I don’t understand all the talk about how Israel performed badly in the war in Lebanon (“The Second Lebanon War: ‘A serious missed opportunity,’” CJN, Feb. 7). That is not the case at all. The speed with which the Israeli forces mobilized totally surprised the enemy. The ferocity of Israel’s attack stunned the world. With pinpoint artillery, air and naval barrages, they were able to systematically wipe out targets in the middle of Beirut. Ground troops braved uncharted hostile enemy territory and cleared out all of southern Lebanon. Israel took the fight to Hezbollah and had them on the run.
The Israelis may have encountered some surprises that weren’t accounted for, but what do you expect? It was a fight. The only reason the job didn’t get finished was the international community made the Israelis back off because they were hitting too hard. Things were going Israel’s way until then. There is too much Jewish guilt and not enough credit where credit is due. I don’t imagine the neighbouring Arab leaders who saw what happened to Lebanon are nearly as dismissive of what Israel is capable of.
Negative assessment of the Dutch
Sheldon Kirshner’s review of Diane Wolf’s book Beyond Anne Frank: Hidden Children and Postwar Families in Holland had me shedding bitter tears (“Scholar questions Holland’s wartime image,” CJN, Jan. 31). As the daughter and sister of Dutch gentile resisters, I was hurt to the core of my being.
Let me point out a few facts:
• While France had the Dreyfus affair and the guillotine, humanistic Holland has been a refuge for the persecuted for more than 400 years.
• True, percentage-wise, more Jews were saved in France than in Holland. But it is not just a question of numbers. Wolf owes us all an explanation of the circumstances peculiar to Holland. Doesn’t she know that to avoid handing over the colonies, navy and air force, Holland’s government and Royal Family went into exile? Wolf does say that the police and civil service, therefore, came under German (it was actually Austrian) command.

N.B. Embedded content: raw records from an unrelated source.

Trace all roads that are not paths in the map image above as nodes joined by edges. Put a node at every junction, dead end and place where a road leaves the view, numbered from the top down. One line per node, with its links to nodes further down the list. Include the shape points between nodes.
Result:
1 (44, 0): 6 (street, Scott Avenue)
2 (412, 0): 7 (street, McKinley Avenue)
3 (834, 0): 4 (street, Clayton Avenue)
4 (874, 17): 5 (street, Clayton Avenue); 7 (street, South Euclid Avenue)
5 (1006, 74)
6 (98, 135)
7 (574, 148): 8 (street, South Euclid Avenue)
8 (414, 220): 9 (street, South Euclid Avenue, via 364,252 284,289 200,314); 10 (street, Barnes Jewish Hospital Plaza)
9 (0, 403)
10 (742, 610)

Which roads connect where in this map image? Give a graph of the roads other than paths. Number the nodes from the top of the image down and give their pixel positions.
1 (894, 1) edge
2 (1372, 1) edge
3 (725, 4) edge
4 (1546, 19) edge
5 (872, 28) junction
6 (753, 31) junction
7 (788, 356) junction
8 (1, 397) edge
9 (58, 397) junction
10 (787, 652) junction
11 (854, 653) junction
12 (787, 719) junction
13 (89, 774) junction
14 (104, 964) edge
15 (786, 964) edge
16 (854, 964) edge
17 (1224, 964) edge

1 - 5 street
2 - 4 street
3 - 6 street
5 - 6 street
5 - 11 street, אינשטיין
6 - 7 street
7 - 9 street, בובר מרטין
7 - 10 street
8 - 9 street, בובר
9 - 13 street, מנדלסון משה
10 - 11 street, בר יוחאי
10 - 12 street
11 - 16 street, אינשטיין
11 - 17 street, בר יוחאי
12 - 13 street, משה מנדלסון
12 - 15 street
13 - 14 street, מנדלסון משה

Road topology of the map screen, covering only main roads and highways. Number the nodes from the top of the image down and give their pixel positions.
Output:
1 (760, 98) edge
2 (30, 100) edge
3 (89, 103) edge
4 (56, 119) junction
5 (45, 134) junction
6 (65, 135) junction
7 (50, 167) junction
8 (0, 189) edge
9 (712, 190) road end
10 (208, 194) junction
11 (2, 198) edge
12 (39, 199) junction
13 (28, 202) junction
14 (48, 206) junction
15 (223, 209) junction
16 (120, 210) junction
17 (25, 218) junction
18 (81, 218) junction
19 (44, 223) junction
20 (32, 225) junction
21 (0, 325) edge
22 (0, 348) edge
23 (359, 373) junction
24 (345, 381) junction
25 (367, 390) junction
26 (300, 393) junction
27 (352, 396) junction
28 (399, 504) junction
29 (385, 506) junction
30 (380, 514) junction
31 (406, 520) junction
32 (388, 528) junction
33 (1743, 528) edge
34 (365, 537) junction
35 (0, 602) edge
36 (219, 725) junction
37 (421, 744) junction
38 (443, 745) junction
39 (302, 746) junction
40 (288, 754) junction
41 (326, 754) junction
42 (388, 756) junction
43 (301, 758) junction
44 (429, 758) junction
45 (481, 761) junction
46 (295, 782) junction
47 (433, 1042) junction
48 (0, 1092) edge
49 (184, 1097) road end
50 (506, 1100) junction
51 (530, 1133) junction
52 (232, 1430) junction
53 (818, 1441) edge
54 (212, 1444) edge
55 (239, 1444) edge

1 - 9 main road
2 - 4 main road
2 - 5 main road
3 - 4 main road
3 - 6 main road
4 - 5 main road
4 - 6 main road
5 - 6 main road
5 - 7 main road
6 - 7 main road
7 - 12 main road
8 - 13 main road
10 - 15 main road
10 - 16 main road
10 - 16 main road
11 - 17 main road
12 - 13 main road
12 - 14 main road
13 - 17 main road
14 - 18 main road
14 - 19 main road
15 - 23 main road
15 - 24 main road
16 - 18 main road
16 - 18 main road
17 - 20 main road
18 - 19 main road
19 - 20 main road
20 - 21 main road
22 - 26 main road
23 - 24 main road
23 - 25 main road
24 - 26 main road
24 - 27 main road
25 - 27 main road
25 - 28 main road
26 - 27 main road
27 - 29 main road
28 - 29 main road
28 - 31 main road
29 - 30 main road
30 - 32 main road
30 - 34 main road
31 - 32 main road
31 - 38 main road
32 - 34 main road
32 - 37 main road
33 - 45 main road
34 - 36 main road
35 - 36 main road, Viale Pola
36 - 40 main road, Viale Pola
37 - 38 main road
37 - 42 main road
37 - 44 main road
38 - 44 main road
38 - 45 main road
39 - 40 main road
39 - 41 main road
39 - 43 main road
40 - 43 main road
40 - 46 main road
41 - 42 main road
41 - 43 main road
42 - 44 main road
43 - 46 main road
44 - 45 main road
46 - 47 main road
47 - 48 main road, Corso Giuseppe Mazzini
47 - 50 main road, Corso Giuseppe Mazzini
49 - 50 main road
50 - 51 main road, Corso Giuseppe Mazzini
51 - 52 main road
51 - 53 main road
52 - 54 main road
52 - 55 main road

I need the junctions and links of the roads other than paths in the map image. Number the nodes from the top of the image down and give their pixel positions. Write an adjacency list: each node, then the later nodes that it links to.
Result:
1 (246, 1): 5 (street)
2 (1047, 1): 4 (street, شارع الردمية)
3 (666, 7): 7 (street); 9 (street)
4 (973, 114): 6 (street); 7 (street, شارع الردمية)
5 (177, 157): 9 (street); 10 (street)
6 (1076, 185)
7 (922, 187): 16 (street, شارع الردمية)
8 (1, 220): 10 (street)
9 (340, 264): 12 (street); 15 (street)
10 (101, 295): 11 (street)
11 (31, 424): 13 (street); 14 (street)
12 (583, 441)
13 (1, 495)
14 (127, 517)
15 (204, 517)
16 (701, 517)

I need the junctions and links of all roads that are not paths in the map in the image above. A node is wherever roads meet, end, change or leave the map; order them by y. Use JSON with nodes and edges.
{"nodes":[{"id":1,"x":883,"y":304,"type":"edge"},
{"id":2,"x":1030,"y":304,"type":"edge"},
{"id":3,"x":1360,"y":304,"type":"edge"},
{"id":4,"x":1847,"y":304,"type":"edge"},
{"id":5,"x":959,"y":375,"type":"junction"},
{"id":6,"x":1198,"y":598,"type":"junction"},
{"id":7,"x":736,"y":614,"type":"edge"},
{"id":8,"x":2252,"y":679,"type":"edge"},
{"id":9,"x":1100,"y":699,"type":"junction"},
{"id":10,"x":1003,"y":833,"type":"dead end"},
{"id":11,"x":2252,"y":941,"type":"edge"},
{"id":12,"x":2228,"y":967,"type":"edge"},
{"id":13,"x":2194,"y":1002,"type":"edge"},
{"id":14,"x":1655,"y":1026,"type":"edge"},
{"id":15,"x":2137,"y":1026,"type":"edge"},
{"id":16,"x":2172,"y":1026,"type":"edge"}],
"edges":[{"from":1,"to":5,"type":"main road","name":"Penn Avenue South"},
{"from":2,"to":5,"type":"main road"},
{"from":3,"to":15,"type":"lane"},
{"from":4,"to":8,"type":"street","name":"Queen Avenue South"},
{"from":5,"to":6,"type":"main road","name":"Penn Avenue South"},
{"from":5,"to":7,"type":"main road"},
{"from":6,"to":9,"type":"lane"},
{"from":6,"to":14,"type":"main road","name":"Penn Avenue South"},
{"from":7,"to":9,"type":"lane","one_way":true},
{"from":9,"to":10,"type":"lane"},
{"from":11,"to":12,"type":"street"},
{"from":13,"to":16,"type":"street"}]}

• For Jews, hiding in densely populated Holland was virtually impossible (remember: office workers were in the Frank house throughout the day).
• Only half of France was occupied, making it easier for French Jews to “disappear.”
• Finally, as a Dutch “hidden child” has explained in his biography, a Mediterranean-looking boy could not possibly blend into a typical Dutch white-blond family without creating suspicion. In southern France, that would never have been a problem.
What does Wolf want to achieve with her negative assessment of my courageous countrymen. Create more anti-Semitism? Is that what the world needs today?
Short-term Israel Bonds
While it may make good economic sense for Israel Bonds to no longer offer bonds with a maturity exceeding five years, there is one sense in which it doesn’t (“Israel seeks early bonds redemption,” CJN, Jan. 31).
When my children were young, my parents bought long-term Israel Bonds in their names. Their intention was to provide funds for a future time when the children were older. It was also a way to help Israel, help their grandchildren and connect their grandchildren to Israel. Physically, the bonds consisted of handsome documentation that could be stored away in a safety deposit box.
Now that we have grandchildren of our own, my wife and I have started to buy them Israel Bonds. In the recent past, we purchased 10-year bonds, the longest maturity period possible. Now, the documentation provided is a simple letter. And now the longest maturity date is being reduced to five years? Too bad.
Irving Donsky memorial book
Plans are underway to publish a memorial book in the name of Yitzchak HaCohen (Irving) Donsky, who passed away recently in Toronto. Yitzchak was a brilliant scholar who delighted everyone with his beautiful and unique divrei Torah at Ner Israel Yeshiva College in Toronto in the 1960s and ’70s.We would be interested in hearing from those with any material to contribute. This includes Yitzchak’s original Torah ideas or anecdotes and reflections on his life.
Response to Held
I agree with Daniel Held’s sentiment that all Jews should find a shul where we feel comfortable (“We need to create our own shuls,” CJN, Feb. 7). In Toronto, we are fortunate that there are shuls for everyone. These shuls offer early-morning simple services, services for youth and services for women. There are also many branches of Judaism in our Toronto shuls, including humanistic shuls and Orthodox, Conservative and Reform shuls.
However, I object to Held’s suggestion that building stronger congregations entails segregation. Held’s vision of services held without old people is lacking in humanity. We need everyone who is committed to shul involvement. There are valuable lessons that seniors can impart to youth, so why shun this segment of our population?
Response to Mintz
Regarding Jesse Mintz’s column “Israel should re-think policy in Gaza” (CJN, Feb. 7), Israel fulfilled all its obligations in regards to its disengagement from Gaza. What has it received in return? In the past two years, more than 2,500 Qassam rockets have landed in Sderot.
An election brought Hamas, an Iranian-backed terror organization, to power in the Gaza Strip. Hamas’ charter calls for the destruction of Israel. If the Hamas-backed population put down its weapons today for true peace, there would be peace tomorrow. If Israel put down its weapons today, in the current situation, there would be no Israel tomorrow.